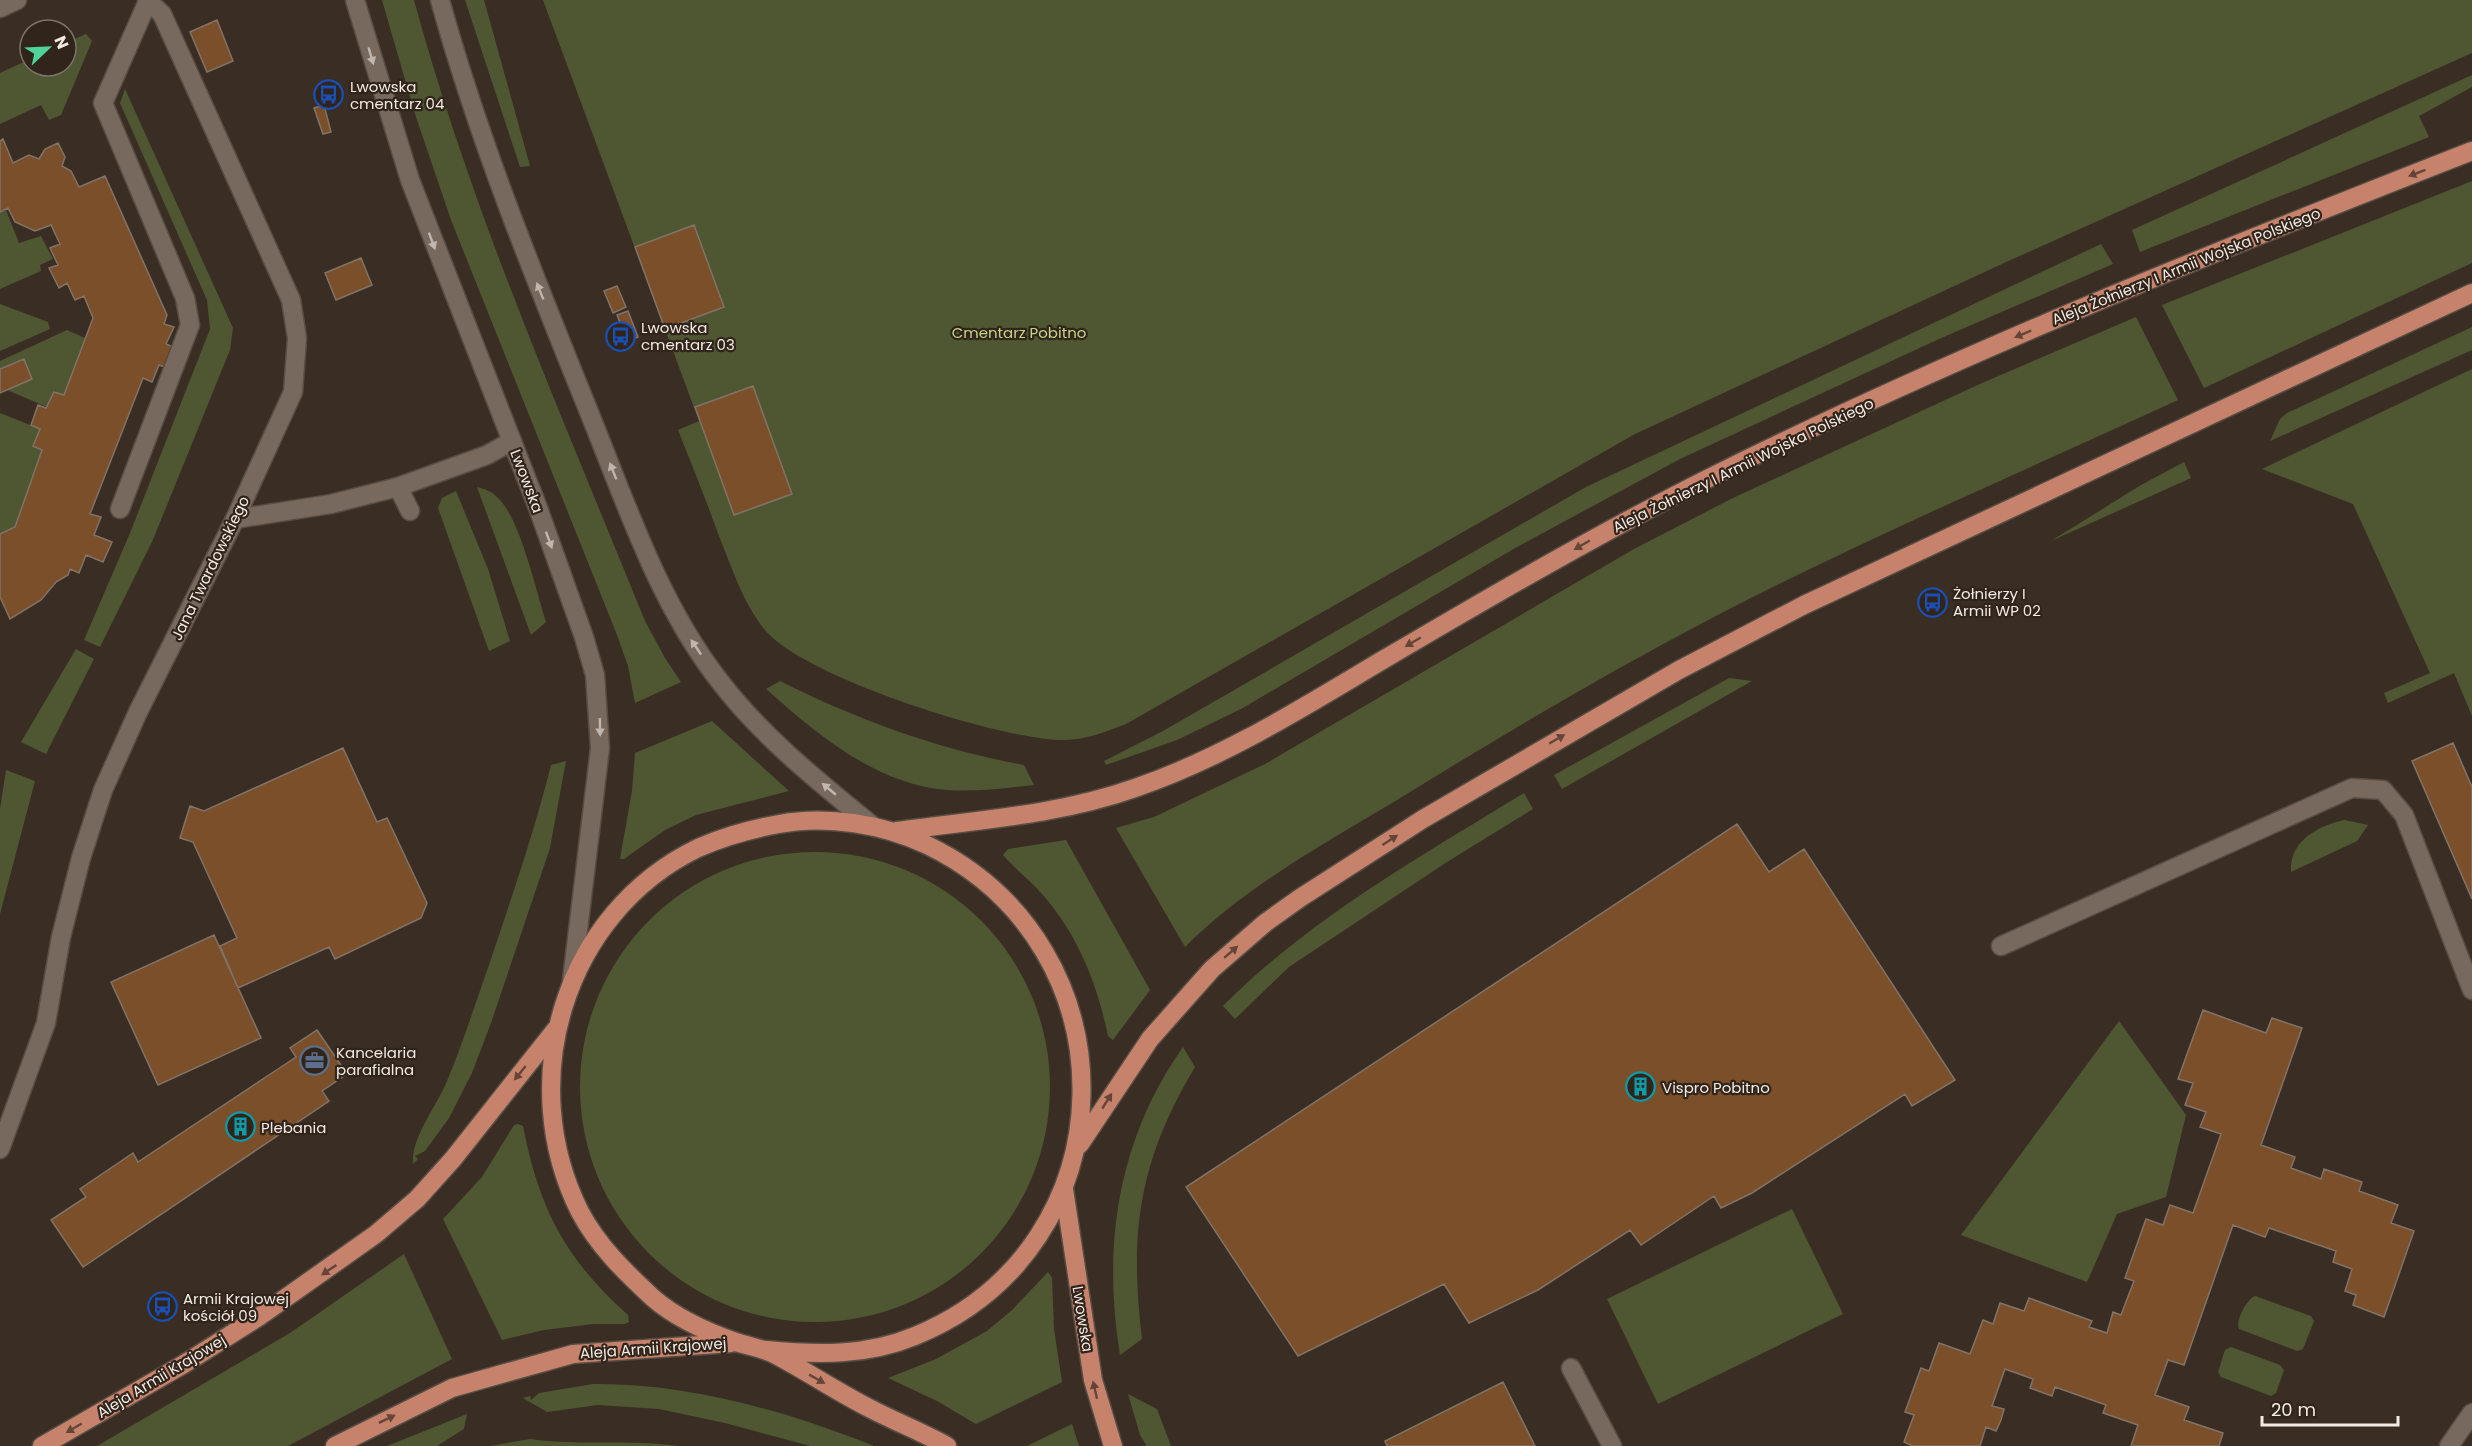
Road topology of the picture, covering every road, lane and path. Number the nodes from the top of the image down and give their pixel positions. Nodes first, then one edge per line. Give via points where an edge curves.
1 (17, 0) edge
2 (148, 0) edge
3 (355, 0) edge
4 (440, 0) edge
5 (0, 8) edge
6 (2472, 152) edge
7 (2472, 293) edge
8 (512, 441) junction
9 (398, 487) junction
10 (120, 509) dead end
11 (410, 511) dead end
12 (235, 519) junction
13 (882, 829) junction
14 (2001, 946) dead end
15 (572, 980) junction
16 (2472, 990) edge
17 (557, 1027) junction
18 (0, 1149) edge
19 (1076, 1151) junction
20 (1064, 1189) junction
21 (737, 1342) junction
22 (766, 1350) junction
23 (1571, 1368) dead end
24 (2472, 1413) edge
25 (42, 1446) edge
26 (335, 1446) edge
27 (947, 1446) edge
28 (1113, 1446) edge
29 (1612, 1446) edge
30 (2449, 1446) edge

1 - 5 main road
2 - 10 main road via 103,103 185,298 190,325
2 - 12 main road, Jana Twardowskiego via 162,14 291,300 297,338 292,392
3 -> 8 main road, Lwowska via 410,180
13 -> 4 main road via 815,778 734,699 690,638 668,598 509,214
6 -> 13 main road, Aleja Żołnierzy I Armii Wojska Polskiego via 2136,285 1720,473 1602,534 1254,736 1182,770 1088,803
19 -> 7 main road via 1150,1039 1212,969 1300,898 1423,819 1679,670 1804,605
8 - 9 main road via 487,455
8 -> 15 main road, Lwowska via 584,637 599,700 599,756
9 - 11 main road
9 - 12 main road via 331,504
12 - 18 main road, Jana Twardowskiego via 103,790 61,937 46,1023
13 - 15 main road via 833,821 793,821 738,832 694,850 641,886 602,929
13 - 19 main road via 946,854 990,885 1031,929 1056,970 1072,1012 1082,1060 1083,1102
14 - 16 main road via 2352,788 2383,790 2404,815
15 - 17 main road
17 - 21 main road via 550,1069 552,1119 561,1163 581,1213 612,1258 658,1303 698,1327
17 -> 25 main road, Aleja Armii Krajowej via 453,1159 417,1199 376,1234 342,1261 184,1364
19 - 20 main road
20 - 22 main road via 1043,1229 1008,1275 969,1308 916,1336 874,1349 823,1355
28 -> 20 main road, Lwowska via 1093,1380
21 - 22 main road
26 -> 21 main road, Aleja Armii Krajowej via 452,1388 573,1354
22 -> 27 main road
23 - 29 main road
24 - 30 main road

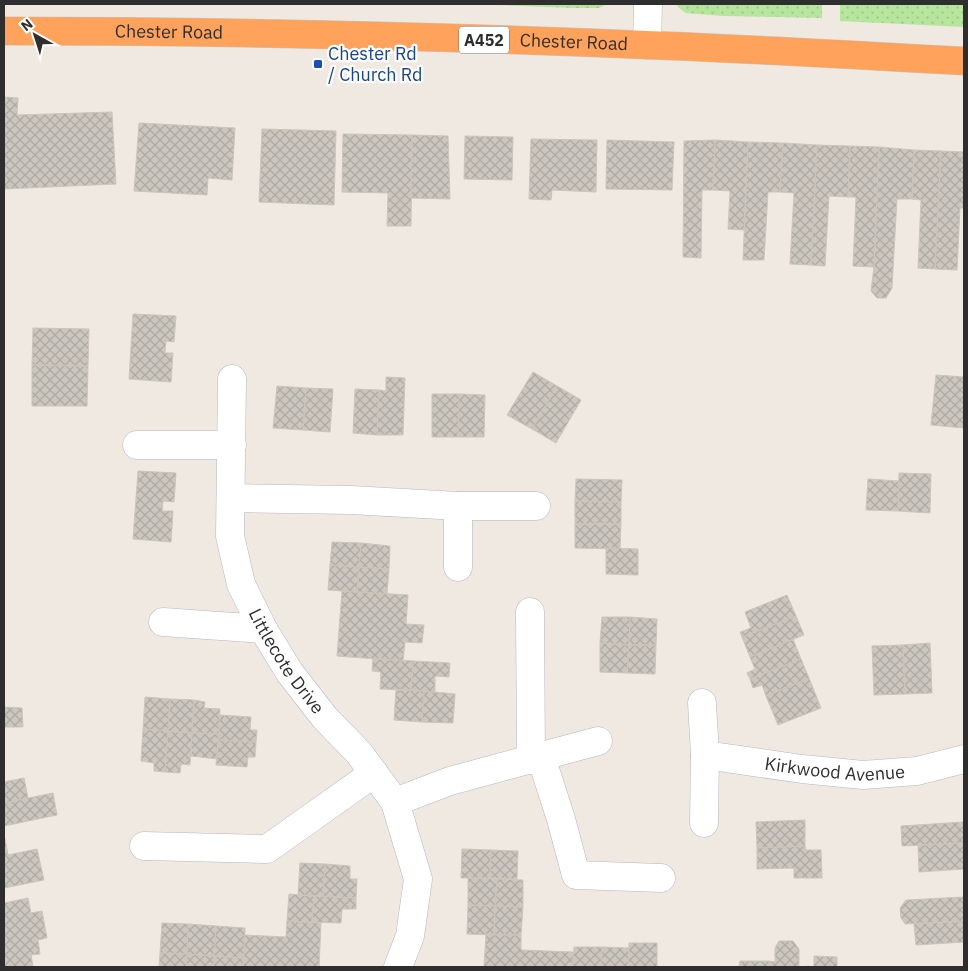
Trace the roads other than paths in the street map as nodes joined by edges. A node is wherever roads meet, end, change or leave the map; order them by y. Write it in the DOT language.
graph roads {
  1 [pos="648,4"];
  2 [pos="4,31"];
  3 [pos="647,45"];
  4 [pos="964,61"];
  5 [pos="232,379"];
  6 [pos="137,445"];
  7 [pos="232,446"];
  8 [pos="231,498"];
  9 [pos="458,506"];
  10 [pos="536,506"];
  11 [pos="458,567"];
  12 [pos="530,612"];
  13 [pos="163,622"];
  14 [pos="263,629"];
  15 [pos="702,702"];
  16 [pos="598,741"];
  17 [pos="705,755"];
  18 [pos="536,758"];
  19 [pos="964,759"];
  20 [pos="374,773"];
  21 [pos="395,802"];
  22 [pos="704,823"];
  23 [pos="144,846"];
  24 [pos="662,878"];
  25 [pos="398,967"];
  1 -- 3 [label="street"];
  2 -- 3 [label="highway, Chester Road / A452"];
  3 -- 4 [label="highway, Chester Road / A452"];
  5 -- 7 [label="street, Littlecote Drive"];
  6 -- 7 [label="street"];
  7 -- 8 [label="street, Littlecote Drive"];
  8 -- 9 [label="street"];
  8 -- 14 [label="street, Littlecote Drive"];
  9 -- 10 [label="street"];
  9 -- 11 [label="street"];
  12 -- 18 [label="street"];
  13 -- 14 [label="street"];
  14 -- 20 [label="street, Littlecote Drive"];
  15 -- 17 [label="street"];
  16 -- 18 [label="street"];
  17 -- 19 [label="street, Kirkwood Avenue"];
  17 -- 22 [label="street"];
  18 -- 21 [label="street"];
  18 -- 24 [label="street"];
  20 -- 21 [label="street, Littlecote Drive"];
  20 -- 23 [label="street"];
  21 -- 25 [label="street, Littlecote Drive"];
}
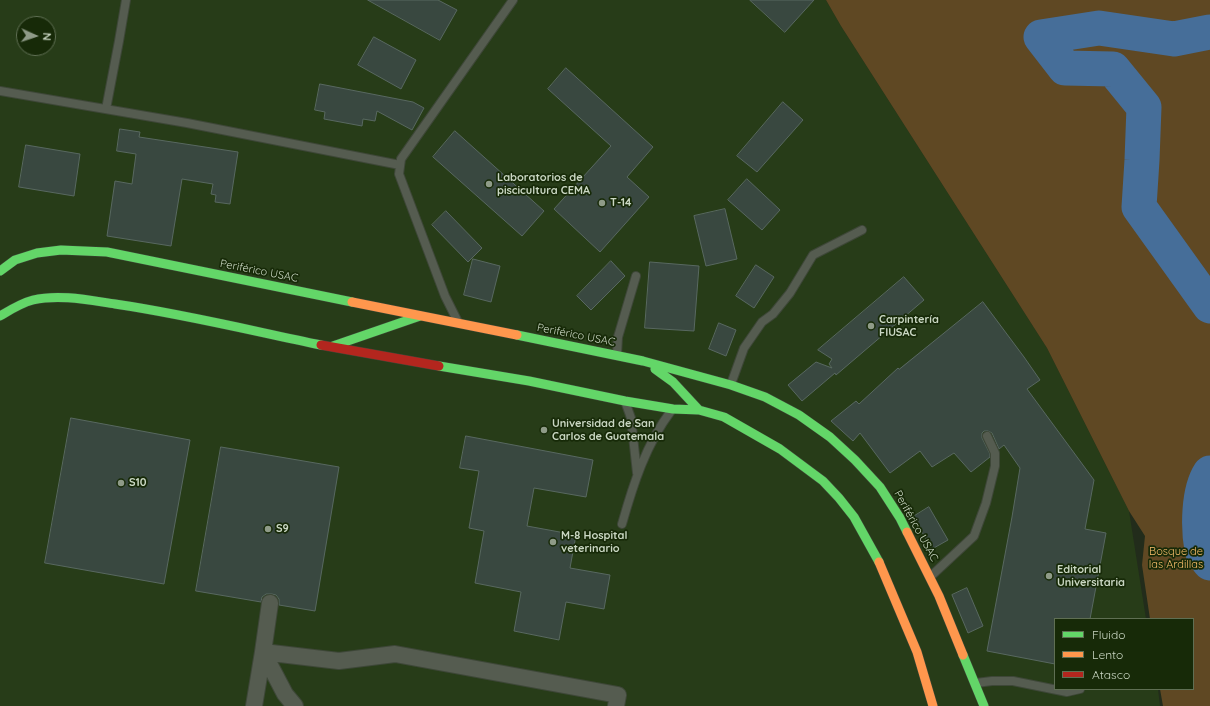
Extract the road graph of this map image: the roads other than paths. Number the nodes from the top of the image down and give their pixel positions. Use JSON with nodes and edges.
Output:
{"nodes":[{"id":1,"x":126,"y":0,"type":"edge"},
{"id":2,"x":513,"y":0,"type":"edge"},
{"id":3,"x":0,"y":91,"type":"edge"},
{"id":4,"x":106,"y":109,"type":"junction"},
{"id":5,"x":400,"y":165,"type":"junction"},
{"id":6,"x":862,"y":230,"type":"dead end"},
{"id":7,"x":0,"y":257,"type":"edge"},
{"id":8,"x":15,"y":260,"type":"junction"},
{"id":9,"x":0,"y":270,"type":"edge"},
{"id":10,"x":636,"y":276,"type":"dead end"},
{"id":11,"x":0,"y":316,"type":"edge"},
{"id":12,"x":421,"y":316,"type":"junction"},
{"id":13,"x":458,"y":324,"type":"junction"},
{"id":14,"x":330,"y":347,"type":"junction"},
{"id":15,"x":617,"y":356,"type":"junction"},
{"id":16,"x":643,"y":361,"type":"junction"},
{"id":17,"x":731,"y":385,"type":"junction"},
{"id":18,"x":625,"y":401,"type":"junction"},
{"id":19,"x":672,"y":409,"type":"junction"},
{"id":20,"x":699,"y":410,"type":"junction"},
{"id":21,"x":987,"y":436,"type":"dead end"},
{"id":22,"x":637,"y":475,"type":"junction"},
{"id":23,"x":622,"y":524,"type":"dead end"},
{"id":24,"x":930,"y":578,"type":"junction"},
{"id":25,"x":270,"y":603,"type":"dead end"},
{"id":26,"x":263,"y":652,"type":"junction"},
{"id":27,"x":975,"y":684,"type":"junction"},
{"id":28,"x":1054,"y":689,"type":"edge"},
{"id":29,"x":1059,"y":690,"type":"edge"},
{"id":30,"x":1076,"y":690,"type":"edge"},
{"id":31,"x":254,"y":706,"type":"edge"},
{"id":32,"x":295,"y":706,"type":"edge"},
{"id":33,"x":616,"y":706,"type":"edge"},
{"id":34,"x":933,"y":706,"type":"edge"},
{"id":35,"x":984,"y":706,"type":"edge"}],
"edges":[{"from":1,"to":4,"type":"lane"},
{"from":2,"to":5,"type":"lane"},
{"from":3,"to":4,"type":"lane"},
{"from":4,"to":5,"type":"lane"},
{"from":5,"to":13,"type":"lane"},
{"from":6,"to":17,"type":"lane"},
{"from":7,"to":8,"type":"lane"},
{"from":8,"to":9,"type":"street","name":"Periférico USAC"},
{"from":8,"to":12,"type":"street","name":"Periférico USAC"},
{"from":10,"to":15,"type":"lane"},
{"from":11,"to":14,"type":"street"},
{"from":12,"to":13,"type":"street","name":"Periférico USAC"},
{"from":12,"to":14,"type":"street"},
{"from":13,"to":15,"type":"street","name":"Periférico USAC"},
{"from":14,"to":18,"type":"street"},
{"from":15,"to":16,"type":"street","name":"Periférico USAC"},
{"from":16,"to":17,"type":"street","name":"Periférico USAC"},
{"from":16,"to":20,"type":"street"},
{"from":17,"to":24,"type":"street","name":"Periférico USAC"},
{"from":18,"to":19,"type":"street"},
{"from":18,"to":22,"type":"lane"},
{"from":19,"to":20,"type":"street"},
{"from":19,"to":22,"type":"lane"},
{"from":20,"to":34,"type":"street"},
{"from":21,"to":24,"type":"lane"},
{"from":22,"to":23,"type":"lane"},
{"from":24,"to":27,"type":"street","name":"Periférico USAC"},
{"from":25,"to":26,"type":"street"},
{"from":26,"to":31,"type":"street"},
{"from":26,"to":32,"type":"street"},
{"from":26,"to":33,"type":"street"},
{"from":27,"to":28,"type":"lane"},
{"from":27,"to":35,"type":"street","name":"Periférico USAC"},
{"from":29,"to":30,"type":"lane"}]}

☆ ☆ ☆ ☆

Say how many lines in the data hold the string "paths", and write nothing else.

2